As we mailed around to each of the Porch Girls and read your book, much like a sisterhood of the traveling book, it was fun, but not surprising to us to read about the importance of friendships in women's lives through the ages.

So, Mr. Zaslow, we invite you to a porch weekend. You will find us witty, charming, intelligent, accomplished, attractive and, of course, humble. Email us to find out the date of our next Porch Girls weekend.

(139) Betsy
Wed, 17 June 2009 18:32:59 +0000

I grew up in Sioux City, IA. This book was selected for our book club where I work. Next week we will meet to discuss it and I can't wait as I believe all of the people in our group loved it as much as I did. I too shared very similar experiences growing up with my girlfriends in Sioux City, many of whom I keep in close contact with to this day. Thank you Ames girls for sharing your story and reminding us all of how important our girlfriends are in life. Also, to Kelly and Angela bless your hearts as my mom used to say. You can beat it and you will.

(138) Tracy Nordyke
Tue, 16 June 2009 23:47:59 +0000

The book caught my eye because my parents both graduated from Ames HS in the 60s. I lived there until I was five and visited my grandparents in Ames during the summer through the 80s. I can't wait for my mom and my aunts to read the powerful story.

The book was full of wisdom and insight.

I appreciated the girls' perspective on important transitions as I'm turning forty this summer and our eldest child is entering high school.

I feel a renewed sense of the immportance of helping my nine year old daughter nurture meaningful friendships.

I'm more committed to caring for my own friendships and renewing connections with friends I've lost track of.
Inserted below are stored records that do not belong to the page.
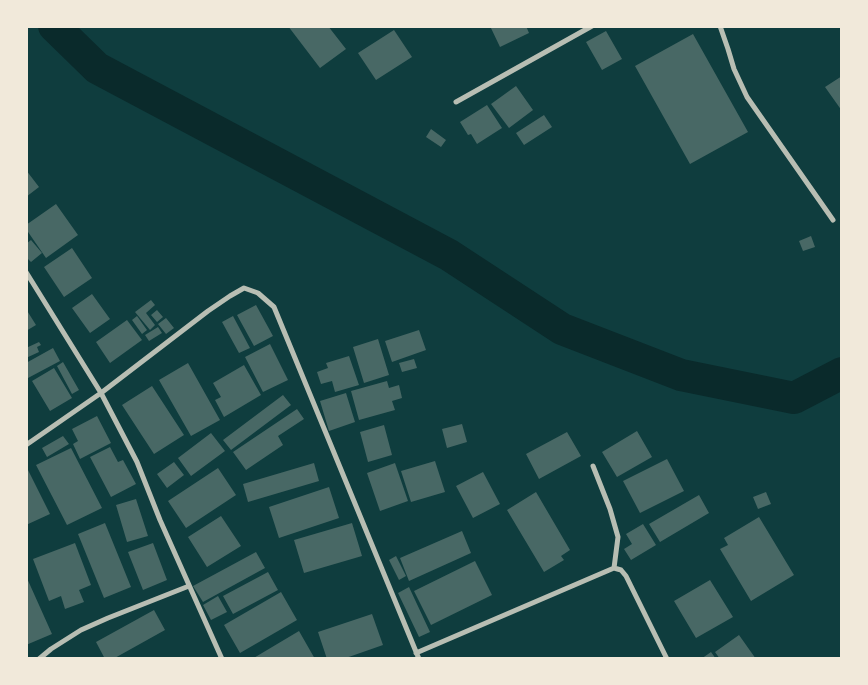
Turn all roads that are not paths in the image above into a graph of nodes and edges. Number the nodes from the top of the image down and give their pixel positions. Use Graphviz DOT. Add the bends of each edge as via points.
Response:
graph roads {
  1 [pos="592,26"];
  2 [pos="720,26"];
  3 [pos="456,102"];
  4 [pos="833,220"];
  5 [pos="26,272"];
  6 [pos="101,394"];
  7 [pos="26,445"];
  8 [pos="593,466"];
  9 [pos="614,568"];
  10 [pos="189,586"];
  11 [pos="418,656"];
  12 [pos="39,659"];
  13 [pos="222,659"];
  14 [pos="667,659"];
  1 -- 3 [label="street"];
  2 -- 4 [label="street" via="747,96"];
  5 -- 6 [label="street"];
  6 -- 7 [label="street"];
  6 -- 10 [label="street" via="137,462"];
  6 -- 11 [label="street" via="230,296 244,288 258,293 274,307"];
  8 -- 9 [label="street" via="618,537"];
  9 -- 11 [label="street"];
  9 -- 14 [label="street" via="626,576"];
  10 -- 12 [label="street" via="81,630"];
  10 -- 13 [label="street"];
}
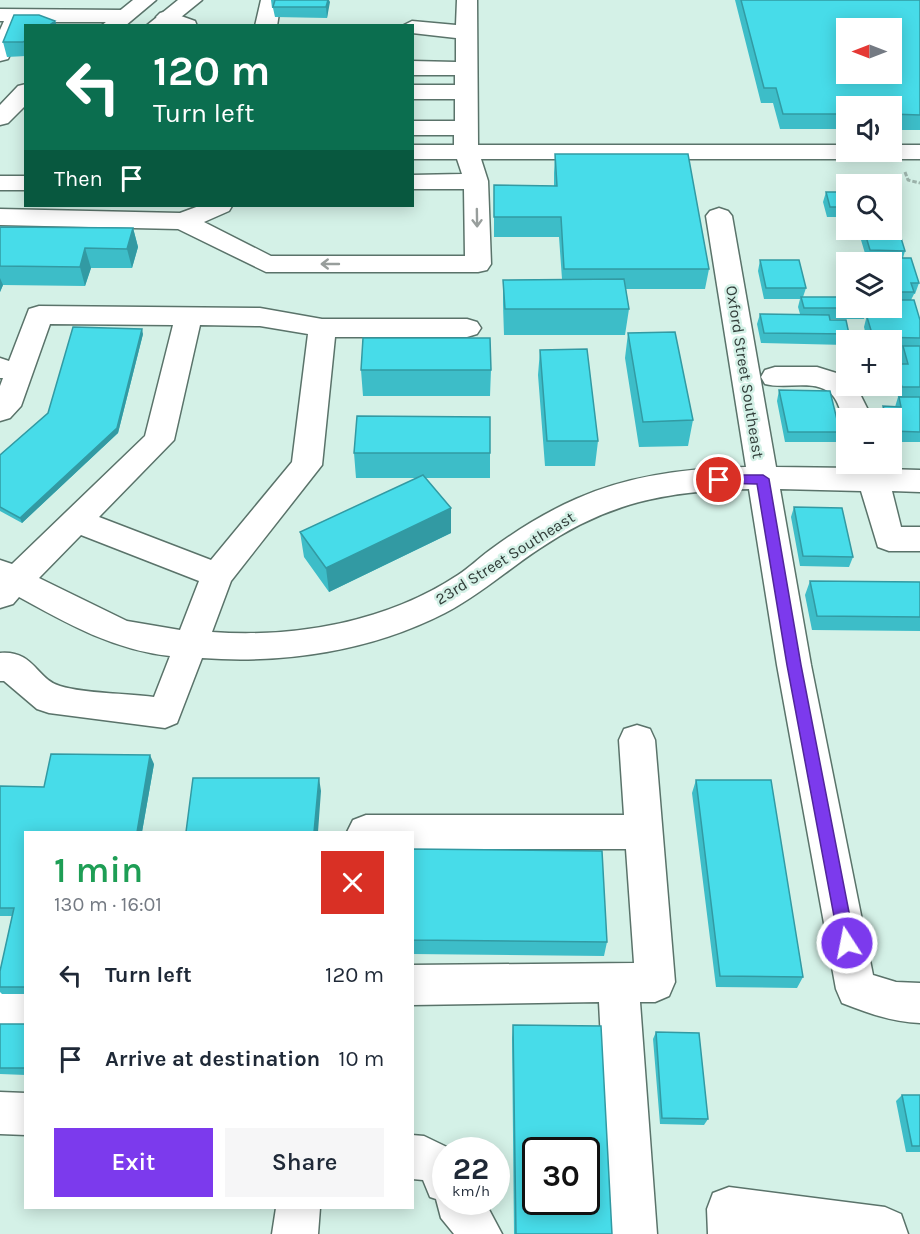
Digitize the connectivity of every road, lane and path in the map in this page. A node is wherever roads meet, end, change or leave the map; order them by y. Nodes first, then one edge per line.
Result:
1 (146, 0) edge
2 (192, 0) edge
3 (271, 0) edge
4 (467, 0) edge
5 (0, 15) edge
6 (25, 15) junction
7 (102, 21) edge
8 (175, 24) edge
9 (266, 24) edge
10 (414, 27) edge
11 (442, 31) junction
12 (465, 32) junction
13 (414, 36) edge
14 (6, 58) edge
15 (414, 68) edge
16 (414, 79) edge
17 (465, 80) junction
18 (414, 92) edge
19 (24, 93) edge
20 (24, 110) edge
21 (0, 120) edge
22 (414, 128) edge
23 (465, 128) junction
24 (414, 152) edge
25 (466, 152) junction
26 (920, 152) edge
27 (414, 182) edge
28 (476, 182) junction
29 (0, 183) edge
30 (24, 183) edge
31 (218, 207) edge
32 (86, 213) edge
33 (719, 216) dead end
34 (0, 217) edge
35 (183, 221) junction
36 (189, 316) junction
37 (322, 328) junction
38 (467, 328) dead end
39 (10, 371) edge
40 (776, 377) dead end
41 (854, 408) edge
42 (0, 411) edge
43 (840, 474) edge
44 (872, 474) edge
45 (882, 474) edge
46 (763, 479) junction
47 (920, 481) edge
48 (79, 522) junction
49 (920, 539) edge
50 (217, 575) junction
51 (5, 583) edge
52 (189, 644) junction
53 (0, 667) edge
54 (638, 740) dead end
55 (414, 832) edge
56 (644, 832) junction
57 (618, 982) junction
58 (414, 985) edge
59 (920, 1003) edge
60 (0, 1004) edge
61 (24, 1005) edge
62 (0, 1113) edge
63 (24, 1114) edge
64 (414, 1157) edge
65 (432, 1162) edge
66 (298, 1209) edge
67 (468, 1215) edge
68 (295, 1234) edge
69 (479, 1234) edge
70 (634, 1234) edge
71 (731, 1234) edge
72 (885, 1234) edge

1 - 7 main road
2 - 8 main road
3 - 9 main road
4 - 12 main road
5 - 6 main road
6 - 7 main road
6 - 14 main road
10 - 11 main road
11 - 12 main road
11 - 13 main road
12 - 17 main road
15 - 17 main road
16 - 17 main road
17 - 18 main road
17 - 23 main road
19 - 21 main road
20 - 21 main road
22 - 23 main road
23 - 25 main road
24 - 25 main road
25 - 26 main road
25 - 28 main road
27 - 28 main road
28 -> 35 main road
29 - 30 main road
31 - 35 main road
32 - 34 main road
32 - 35 main road
33 - 46 main road, Oxford Street Southeast
36 - 37 main road
36 - 39 main road
36 - 48 main road
37 - 38 main road
37 - 50 main road
39 - 42 main road
40 - 41 main road
43 - 46 main road, 23rd Street Southeast
44 - 49 main road
45 - 47 main road, 23rd Street Southeast
46 - 52 main road, 23rd Street Southeast
46 - 59 main road, Oxford Street Southeast
48 - 50 main road
48 - 51 main road
50 - 52 main road
51 - 52 main road, 23rd Street Southeast
52 - 53 main road
54 - 56 main road
55 - 56 main road
56 - 57 main road
57 - 58 main road
57 - 70 main road
60 - 61 main road
62 - 63 main road
64 - 65 main road
66 - 68 main road
67 - 69 main road
71 - 72 main road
Thank you for sharing so openly. It was a blessing!

(137) Judy Panushka
Tue, 16 June 2009 16:59:53 +0000

I purchased this book and will pass it along to daughters and their girlfrinds. I have a group of 5 friends from grade school and we get together a couple times a year for 60 years! We don't have sisters, thus old friends really matter. Judy

(136) deedee
Tue, 16 June 2009 03:39:14 +0000

What a wonderful book.....I also am so blessed to have a group of girlfriends. I can not imagine my life without them. We have been there for each other through deaths, divorce and illness. I know for fact I would not of survived without my girls. I call them 'The Saving Graces '. We will age gracefully together and always, no matter what be there for each other.

** I highly recommend the book ' The Saving Graces by P.Gaffney- another excellent girlfriend book **

(135) Lisa
Tue, 16 June 2009 01:39:44 +0000

I just compeleted this book. My family and I spent 4 wonderful days relaxing at a cabin in the great north of Minnesota. My mother had seen some of "the girls" on the local news talking about an upcoming book signing. Since I am a Faribault High School gradute she recoginzed Kelly and thought it may be worth the read. She read it in a few short days and brought it on our mini vacation. I couldn't put it down. My four year old son and husband of 6 years got a little fusterated with the fact they had to repeat things a few times while I was so involved in my reading. My poor 5 week old' belly served as a holder while I perfected the task of nursing and reading at the same time. I laughed, cried and kept saying these women remind me of my group of highschool friends. About 12 of us continue to get together for a weekend at the cabin every summer. We stay up too late, eatand drink too much, talk and laugh to our stomachs hurt and come up with our own little FBB's. It has been 10 years since we graduted from high school, most of us are married have children and are consumed with our daily lives but one weekend a year we sit around a fire, talk about the past, present and future and thank God despite years and miles we still pick up where we left off.

(134) Sue Harris
Mon, 15 June 2009 19:10:13 +0000

I am in the midst of chronicling a 25 year sisterhood between eight of my sorority sisters (and our children) and have to admit, when I began reading The Girls from Ames, I thought someone (Jeffrey Zaslow) had beat me to it.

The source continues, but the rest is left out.